Two Gay Brothers Confront their Differences in ‘Tiger Orange’

Does one stand out or strive to fit in? That question lies at the heart of Tiger Orange, the award-winning film festival favorite released this month on DVD and VOD.
It’s a first-rate study of the often-strained relationship between two gay brothers in a small Central California town.
Mark Strano co-stars as one of the brothers, and he also co-wrote the screenplay with his real-life partner, the film’s director Wade Gasque. The other brother is played by Frankie Valenti, who was better known by his adult film pseudonym, Johnny Hazzard, before he crossed over into more mainstream projects like HereTV’s popular vampire series The Lair.
Valenti plays the prodigal brother, Todd, who was raised with his older brother Chet (Strano) by a narrow-minded, working-class single father. This out-and-proud “bad boy” ran off to Los Angeles, bearing the brunt of their father’s rage from a safe distance. Chet, on the other hand, put his own life on hold to stay home (and mostly closeted), run the family hardware store, and care for their ailing father until his recent death.
Having burned all his bridges in Los Angeles, Todd -- now broke and homeless -- returns to the brother he left behind. His surprise visit overwhelms Chet’s safe and tightly guarded life, and Todd stirs up trouble with his in-your-face bravado and various sex-capades, discreet and otherwise.

Without Dad around to blame anymore, Chet struggles to keep everything in check, even at the cost of slowly unraveling himself, before the brothers finally examine the common bonds they never truly acknowledged.

“The title of the film was going to be Where We Belong” Strano says. “We always toyed with changing it to Tiger Orange, which literally signifies a color swatch, like ‘canary yellow’ for example. It’s a bit more abstract, but references a scene in the movie where my character, who works in a hardware store, is approached by a customer looking for a color of paint for his grandkid’s tree fort. But it’s also got a deeper meaning. In Asian cultures, the tiger represents raw emotions, and orange, in the whole ‘chakra’ realm, is all about emotions and dealing with death. I think all three meanings are really great key points to the story itself.”

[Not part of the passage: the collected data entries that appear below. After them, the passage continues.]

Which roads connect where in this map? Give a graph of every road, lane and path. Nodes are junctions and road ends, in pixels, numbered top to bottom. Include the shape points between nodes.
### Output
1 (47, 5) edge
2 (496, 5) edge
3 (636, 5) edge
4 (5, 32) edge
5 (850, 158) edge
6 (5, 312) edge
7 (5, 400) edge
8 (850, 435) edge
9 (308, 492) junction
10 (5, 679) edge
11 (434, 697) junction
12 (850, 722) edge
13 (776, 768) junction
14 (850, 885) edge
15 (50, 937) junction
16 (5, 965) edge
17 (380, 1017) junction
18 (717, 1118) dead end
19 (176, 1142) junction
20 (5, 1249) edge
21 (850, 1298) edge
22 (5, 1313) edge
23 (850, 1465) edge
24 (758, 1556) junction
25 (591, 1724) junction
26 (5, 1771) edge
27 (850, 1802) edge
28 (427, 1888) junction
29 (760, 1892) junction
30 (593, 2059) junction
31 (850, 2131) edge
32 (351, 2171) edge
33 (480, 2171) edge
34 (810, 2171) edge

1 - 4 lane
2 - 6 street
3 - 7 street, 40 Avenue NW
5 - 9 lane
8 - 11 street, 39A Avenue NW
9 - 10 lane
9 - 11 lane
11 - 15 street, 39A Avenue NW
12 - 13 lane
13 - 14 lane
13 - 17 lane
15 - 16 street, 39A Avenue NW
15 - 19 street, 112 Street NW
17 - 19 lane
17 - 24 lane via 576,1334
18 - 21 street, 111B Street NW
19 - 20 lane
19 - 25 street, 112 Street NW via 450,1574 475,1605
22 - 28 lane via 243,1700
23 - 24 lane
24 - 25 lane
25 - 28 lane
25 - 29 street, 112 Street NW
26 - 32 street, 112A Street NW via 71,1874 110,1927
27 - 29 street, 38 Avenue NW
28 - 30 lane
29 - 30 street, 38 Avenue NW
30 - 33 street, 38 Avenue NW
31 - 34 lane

Tiger Orange benefits enormously from the contrasting talents and charisma of its two stars.
Valenti says that growing up acting and performing wasn’t really at the top of his to-do list. It was when he took up dancing in local gay clubs, he says, that he quickly became smitten with being on stage.
“I used to dance up on these boxes, and I realized that I was a good dancer,” he recalls. “That was my first taste of being on stage.”
Valenti, a Cleveland native, says he came out during what he calls the “height of the Circuit Age.”
“Back then, I got a big taste of the gay community really fast, so when I moved to L.A., it wasn’t like I was shocked and awed by the level of what I encountered. … It was more like I had heard it was, and I thought it was great!”
Conversely, Strano (whom many will remember from last year’s gay thriller Out to Kill) says he’s been interested in performing ever since he was a kid, and he even wrote a musical while he was in high school.
“It was a musical that I was in and I directed,” he says. “I wrote it for my friends during our senior year -- that was my first foray into doing my own projects.
“It was about a big family who all come together because they’re not sure who is going to inherit this big mansion. So there [are> a lot of family themes that I like to deal with in my writing.”
Since then, Strano says, he’s written the music for several projects -- most notably a short film titled Fixing Frank that starred “out” actor Dan Butler from Frasier. “So yep -- I do a little bit of music, too!” he says with a chuckle.